To do — Copy out the data below. Leave nothing out and alter nothing.

Records for this exercise —
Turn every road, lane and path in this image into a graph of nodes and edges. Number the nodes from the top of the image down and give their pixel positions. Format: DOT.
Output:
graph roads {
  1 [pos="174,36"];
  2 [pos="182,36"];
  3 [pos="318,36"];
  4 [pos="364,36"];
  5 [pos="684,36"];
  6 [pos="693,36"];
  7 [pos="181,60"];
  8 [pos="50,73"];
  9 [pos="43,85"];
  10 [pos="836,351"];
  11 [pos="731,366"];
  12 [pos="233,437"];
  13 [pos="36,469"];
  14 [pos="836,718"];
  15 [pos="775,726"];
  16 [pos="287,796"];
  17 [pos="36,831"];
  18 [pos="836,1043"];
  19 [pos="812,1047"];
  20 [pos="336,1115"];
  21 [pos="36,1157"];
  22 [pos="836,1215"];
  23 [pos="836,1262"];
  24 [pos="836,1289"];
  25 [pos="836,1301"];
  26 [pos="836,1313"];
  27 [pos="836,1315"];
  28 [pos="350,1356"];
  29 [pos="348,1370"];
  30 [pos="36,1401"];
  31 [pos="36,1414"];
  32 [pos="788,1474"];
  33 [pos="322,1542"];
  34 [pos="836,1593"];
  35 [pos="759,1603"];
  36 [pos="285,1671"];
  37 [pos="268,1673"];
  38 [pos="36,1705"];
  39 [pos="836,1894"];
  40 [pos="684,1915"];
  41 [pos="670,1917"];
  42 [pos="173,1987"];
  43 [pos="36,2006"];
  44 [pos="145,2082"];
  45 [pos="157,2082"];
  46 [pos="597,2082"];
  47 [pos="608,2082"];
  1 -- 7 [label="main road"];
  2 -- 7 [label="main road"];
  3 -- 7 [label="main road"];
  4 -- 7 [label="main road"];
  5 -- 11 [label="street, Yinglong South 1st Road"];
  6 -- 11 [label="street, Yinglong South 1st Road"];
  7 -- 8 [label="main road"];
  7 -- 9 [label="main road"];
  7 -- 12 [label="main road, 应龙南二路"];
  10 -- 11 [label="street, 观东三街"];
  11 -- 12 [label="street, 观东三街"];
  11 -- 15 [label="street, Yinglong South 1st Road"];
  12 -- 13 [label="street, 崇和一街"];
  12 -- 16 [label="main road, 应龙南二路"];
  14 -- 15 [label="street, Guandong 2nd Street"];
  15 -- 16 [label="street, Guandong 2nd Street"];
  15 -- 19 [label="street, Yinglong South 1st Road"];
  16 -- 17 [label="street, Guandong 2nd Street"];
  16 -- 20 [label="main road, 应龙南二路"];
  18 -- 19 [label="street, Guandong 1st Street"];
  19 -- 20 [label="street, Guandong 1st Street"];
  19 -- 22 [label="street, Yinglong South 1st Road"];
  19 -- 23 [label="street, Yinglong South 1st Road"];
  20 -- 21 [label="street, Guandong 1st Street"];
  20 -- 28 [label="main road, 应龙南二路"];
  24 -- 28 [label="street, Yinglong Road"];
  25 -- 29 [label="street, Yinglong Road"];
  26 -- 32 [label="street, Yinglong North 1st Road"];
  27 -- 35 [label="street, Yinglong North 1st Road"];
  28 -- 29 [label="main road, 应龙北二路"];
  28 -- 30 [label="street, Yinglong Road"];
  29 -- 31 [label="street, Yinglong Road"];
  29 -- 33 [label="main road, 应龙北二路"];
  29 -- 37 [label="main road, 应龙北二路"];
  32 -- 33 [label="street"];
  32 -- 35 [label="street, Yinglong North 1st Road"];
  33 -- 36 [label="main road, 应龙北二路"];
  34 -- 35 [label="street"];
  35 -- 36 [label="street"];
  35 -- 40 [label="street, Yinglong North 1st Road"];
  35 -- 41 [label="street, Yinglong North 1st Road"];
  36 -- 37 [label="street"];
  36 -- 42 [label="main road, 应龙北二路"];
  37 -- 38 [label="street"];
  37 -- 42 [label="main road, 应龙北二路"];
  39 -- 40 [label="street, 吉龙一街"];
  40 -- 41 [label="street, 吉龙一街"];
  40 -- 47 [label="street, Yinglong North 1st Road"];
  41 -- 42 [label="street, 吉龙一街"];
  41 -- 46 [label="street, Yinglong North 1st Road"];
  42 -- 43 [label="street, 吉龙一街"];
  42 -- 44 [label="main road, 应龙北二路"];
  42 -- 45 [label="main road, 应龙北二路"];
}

Answer section —
Turn every road, lane and path in this image into a graph of nodes and edges. Number the nodes from the top of the image down and give their pixel positions. Format: DOT.
Output:
graph roads {
  1 [pos="174,36"];
  2 [pos="182,36"];
  3 [pos="318,36"];
  4 [pos="364,36"];
  5 [pos="684,36"];
  6 [pos="693,36"];
  7 [pos="181,60"];
  8 [pos="50,73"];
  9 [pos="43,85"];
  10 [pos="836,351"];
  11 [pos="731,366"];
  12 [pos="233,437"];
  13 [pos="36,469"];
  14 [pos="836,718"];
  15 [pos="775,726"];
  16 [pos="287,796"];
  17 [pos="36,831"];
  18 [pos="836,1043"];
  19 [pos="812,1047"];
  20 [pos="336,1115"];
  21 [pos="36,1157"];
  22 [pos="836,1215"];
  23 [pos="836,1262"];
  24 [pos="836,1289"];
  25 [pos="836,1301"];
  26 [pos="836,1313"];
  27 [pos="836,1315"];
  28 [pos="350,1356"];
  29 [pos="348,1370"];
  30 [pos="36,1401"];
  31 [pos="36,1414"];
  32 [pos="788,1474"];
  33 [pos="322,1542"];
  34 [pos="836,1593"];
  35 [pos="759,1603"];
  36 [pos="285,1671"];
  37 [pos="268,1673"];
  38 [pos="36,1705"];
  39 [pos="836,1894"];
  40 [pos="684,1915"];
  41 [pos="670,1917"];
  42 [pos="173,1987"];
  43 [pos="36,2006"];
  44 [pos="145,2082"];
  45 [pos="157,2082"];
  46 [pos="597,2082"];
  47 [pos="608,2082"];
  1 -- 7 [label="main road"];
  2 -- 7 [label="main road"];
  3 -- 7 [label="main road"];
  4 -- 7 [label="main road"];
  5 -- 11 [label="street, Yinglong South 1st Road"];
  6 -- 11 [label="street, Yinglong South 1st Road"];
  7 -- 8 [label="main road"];
  7 -- 9 [label="main road"];
  7 -- 12 [label="main road, 应龙南二路"];
  10 -- 11 [label="street, 观东三街"];
  11 -- 12 [label="street, 观东三街"];
  11 -- 15 [label="street, Yinglong South 1st Road"];
  12 -- 13 [label="street, 崇和一街"];
  12 -- 16 [label="main road, 应龙南二路"];
  14 -- 15 [label="street, Guandong 2nd Street"];
  15 -- 16 [label="street, Guandong 2nd Street"];
  15 -- 19 [label="street, Yinglong South 1st Road"];
  16 -- 17 [label="street, Guandong 2nd Street"];
  16 -- 20 [label="main road, 应龙南二路"];
  18 -- 19 [label="street, Guandong 1st Street"];
  19 -- 20 [label="street, Guandong 1st Street"];
  19 -- 22 [label="street, Yinglong South 1st Road"];
  19 -- 23 [label="street, Yinglong South 1st Road"];
  20 -- 21 [label="street, Guandong 1st Street"];
  20 -- 28 [label="main road, 应龙南二路"];
  24 -- 28 [label="street, Yinglong Road"];
  25 -- 29 [label="street, Yinglong Road"];
  26 -- 32 [label="street, Yinglong North 1st Road"];
  27 -- 35 [label="street, Yinglong North 1st Road"];
  28 -- 29 [label="main road, 应龙北二路"];
  28 -- 30 [label="street, Yinglong Road"];
  29 -- 31 [label="street, Yinglong Road"];
  29 -- 33 [label="main road, 应龙北二路"];
  29 -- 37 [label="main road, 应龙北二路"];
  32 -- 33 [label="street"];
  32 -- 35 [label="street, Yinglong North 1st Road"];
  33 -- 36 [label="main road, 应龙北二路"];
  34 -- 35 [label="street"];
  35 -- 36 [label="street"];
  35 -- 40 [label="street, Yinglong North 1st Road"];
  35 -- 41 [label="street, Yinglong North 1st Road"];
  36 -- 37 [label="street"];
  36 -- 42 [label="main road, 应龙北二路"];
  37 -- 38 [label="street"];
  37 -- 42 [label="main road, 应龙北二路"];
  39 -- 40 [label="street, 吉龙一街"];
  40 -- 41 [label="street, 吉龙一街"];
  40 -- 47 [label="street, Yinglong North 1st Road"];
  41 -- 42 [label="street, 吉龙一街"];
  41 -- 46 [label="street, Yinglong North 1st Road"];
  42 -- 43 [label="street, 吉龙一街"];
  42 -- 44 [label="main road, 应龙北二路"];
  42 -- 45 [label="main road, 应龙北二路"];
}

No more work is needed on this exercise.